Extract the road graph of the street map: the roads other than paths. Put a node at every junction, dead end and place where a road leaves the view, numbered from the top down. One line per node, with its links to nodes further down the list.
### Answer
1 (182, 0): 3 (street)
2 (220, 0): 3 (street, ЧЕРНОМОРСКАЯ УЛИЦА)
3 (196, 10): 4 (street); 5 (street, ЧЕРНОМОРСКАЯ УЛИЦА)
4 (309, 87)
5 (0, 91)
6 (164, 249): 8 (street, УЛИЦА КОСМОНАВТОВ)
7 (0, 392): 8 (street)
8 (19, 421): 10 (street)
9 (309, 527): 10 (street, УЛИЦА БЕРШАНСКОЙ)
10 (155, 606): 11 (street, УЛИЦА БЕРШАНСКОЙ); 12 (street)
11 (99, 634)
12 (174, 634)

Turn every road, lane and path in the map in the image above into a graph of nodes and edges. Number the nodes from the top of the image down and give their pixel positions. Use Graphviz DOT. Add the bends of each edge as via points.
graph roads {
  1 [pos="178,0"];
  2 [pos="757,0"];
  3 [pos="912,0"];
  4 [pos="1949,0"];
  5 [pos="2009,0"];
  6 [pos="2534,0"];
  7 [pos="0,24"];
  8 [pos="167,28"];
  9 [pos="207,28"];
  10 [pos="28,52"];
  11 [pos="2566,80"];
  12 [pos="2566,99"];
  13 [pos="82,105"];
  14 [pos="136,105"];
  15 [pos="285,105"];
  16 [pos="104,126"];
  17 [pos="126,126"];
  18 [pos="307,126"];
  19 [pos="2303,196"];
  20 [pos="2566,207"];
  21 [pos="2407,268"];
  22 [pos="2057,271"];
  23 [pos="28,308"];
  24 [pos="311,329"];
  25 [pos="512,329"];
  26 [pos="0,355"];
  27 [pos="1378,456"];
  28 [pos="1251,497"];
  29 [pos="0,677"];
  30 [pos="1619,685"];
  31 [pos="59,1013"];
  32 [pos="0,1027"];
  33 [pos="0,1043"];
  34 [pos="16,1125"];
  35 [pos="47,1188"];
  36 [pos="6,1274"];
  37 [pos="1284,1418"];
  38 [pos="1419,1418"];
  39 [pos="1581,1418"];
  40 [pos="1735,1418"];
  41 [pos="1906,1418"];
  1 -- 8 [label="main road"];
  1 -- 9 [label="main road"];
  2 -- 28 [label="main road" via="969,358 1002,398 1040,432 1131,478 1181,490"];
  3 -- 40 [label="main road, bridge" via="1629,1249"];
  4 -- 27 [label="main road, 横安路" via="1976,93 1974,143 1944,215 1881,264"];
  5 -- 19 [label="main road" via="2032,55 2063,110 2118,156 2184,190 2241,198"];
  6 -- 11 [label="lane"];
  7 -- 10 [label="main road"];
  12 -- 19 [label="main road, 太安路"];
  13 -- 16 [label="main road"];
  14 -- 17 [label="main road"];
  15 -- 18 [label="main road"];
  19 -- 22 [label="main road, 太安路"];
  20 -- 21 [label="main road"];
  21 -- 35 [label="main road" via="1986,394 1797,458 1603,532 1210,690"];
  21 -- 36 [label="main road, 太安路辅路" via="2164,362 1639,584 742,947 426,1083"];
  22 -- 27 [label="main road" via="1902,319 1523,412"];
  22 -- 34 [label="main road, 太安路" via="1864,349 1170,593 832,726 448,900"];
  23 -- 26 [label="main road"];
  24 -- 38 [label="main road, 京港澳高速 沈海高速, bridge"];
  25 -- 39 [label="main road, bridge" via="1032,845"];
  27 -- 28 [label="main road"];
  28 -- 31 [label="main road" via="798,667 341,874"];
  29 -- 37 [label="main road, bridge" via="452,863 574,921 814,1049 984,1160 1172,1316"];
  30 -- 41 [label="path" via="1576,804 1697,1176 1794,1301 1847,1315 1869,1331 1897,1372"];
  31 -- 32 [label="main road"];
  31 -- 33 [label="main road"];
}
+ + + +
**HOW TO COMPLETE THIS TASK:** Please show all lines from the entries that contain the word "bridge".

**OUTPUT BELOW:**
  3 -- 40 [label="main road, bridge" via="1629,1249"];
  24 -- 38 [label="main road, 京港澳高速 沈海高速, bridge"];
  25 -- 39 [label="main road, bridge" via="1032,845"];
  29 -- 37 [label="main road, bridge" via="452,863 574,921 814,1049 984,1160 1172,1316"];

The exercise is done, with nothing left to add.